SEASR

The Software Environment for the Advancement of Scholarly Research (SEASR), funded by the Andrew W. Mellon Foundation, provides a research and development environment capable of powering leading-edge digital humanities initiatives.

Although not dedicated exclusively to text-mining, the project produces several tools related to it. We would like your feedback about the SEASR project to better understand how digital humanities projects can be more useful and become more engaged with communities of practitioners. Some questions to think about:

Did you get a good sense of what this project is about and what it’s doing? Did it provide insights into the potential of text-mining? What do you think of the tools and demos on the site? Do you have any interest in the broad frameworks that SEASR is developing?
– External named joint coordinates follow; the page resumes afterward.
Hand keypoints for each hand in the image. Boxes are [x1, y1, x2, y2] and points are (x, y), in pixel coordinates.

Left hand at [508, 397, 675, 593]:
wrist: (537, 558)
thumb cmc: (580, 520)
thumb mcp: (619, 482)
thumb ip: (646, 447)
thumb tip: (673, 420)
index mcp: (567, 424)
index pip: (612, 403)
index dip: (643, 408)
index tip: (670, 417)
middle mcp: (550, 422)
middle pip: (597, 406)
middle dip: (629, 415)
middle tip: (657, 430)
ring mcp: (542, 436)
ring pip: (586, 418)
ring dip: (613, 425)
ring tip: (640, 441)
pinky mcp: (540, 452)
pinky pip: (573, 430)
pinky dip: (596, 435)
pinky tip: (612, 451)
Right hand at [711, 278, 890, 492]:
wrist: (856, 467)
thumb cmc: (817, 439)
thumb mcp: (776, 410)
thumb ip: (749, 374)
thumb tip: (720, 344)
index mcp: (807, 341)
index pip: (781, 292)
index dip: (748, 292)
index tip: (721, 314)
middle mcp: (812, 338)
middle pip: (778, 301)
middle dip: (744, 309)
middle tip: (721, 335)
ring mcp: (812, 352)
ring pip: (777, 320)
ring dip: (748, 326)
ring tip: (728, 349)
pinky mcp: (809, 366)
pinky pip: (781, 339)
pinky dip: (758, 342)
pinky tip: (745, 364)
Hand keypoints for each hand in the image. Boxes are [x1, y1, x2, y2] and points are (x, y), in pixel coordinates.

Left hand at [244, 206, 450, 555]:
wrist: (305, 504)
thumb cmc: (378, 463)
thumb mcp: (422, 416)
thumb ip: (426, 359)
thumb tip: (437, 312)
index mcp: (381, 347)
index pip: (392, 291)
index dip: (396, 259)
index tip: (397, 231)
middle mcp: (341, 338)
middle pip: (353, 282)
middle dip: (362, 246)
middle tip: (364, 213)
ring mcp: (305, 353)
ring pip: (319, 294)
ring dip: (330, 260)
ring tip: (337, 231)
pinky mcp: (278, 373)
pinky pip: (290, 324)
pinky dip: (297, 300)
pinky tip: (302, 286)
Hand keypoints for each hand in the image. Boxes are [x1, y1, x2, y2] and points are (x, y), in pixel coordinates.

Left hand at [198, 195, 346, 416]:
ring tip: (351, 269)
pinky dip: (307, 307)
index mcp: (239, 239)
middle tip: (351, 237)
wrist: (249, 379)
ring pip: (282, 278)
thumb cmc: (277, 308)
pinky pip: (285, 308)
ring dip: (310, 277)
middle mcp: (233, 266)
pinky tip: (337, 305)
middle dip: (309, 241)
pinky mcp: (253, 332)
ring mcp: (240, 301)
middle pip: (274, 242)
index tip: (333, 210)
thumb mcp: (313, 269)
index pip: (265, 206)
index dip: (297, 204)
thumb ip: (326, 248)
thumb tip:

How could this project or website be more broadly useful or generate more interest?

11 Responses to “SEASR”

  1. Thomas Mackie Says:

    I attempted to read through this feature page. I feel very dumb as much was beyond me. It felt as if I was testing for a foreign language test without enough study. The entire page appeared to be build for those with very strong technology background and information storage. I cannot see many humanities scholars following this. Perhaps I am slow, but the entire SEARSR project appears to be a flexable indexing system to find selected words in a vast number of documents.

  2. Jan Kunnas Says:

    A good starting point could be the: “movie that highlights some of the projects and groups using the SEASR technology. Check out http://repository.seasr.org/Movies/SEASR-Nov-2009.m4v for more details.”

  3. tim vermande Says:

    While agreeing that much of this is about technology rather than what it can do for me, there are some good points if you can wade through them. At the end, though, it still seems to be a new form of a “question looking for an answer.”
    To me, the developers are vague about what it can do–is it an indexing system for my material, or can it share with others? The presentations make a lot of noise about how materials are currently stored in a variety of incompatible formats, but how is not just one more such format?
    I could do with less jargon and more about how to use it. I am suspicious of the flow charts, perhaps that’s just me, but I thought the humanities are about matters that resist measure-and-manage control.
    I didn’t find anything about access. Will it be restricted to schools that pay some fee? The world of research doesn’t end with big universities. Can an advanced student in a high school, or an independent scholar use this?

  4. Jeff Tenuth Says:

    As with other data mining tools I’ve seen so far, this too seems to have potential. Unfortunately, I don’t see its use beyond demographic analysis within the historical realm. Whereas it may help determine frequency or clustering, it doesn’t tell me how or why. As I have indicated with other mining tools, this kind of tool can only take me so far, then I must consult other sources and methods to know how and why something happened in the past. If I were a linguistic analyst or even a social scientist of some kind, I may find it more useful. But as an historian, this represents a visualization of data that is an early step in understanding, but it has limited use beyond that. Still, I suggest that this or any of the tools we have seen can be useful and development should continue. As some point in the future (hopefully not too soon or before we are ready), this kind of tool can be an element in incipient artificial intelligence.

  5. wilssearch Says:

    I had trouble following the demonstration but found the power point more understandable. However, I was unable to see any mention to open source, so could not tell if it was free to use or not. Both Firefox and Zotero are open source, so that means no fees.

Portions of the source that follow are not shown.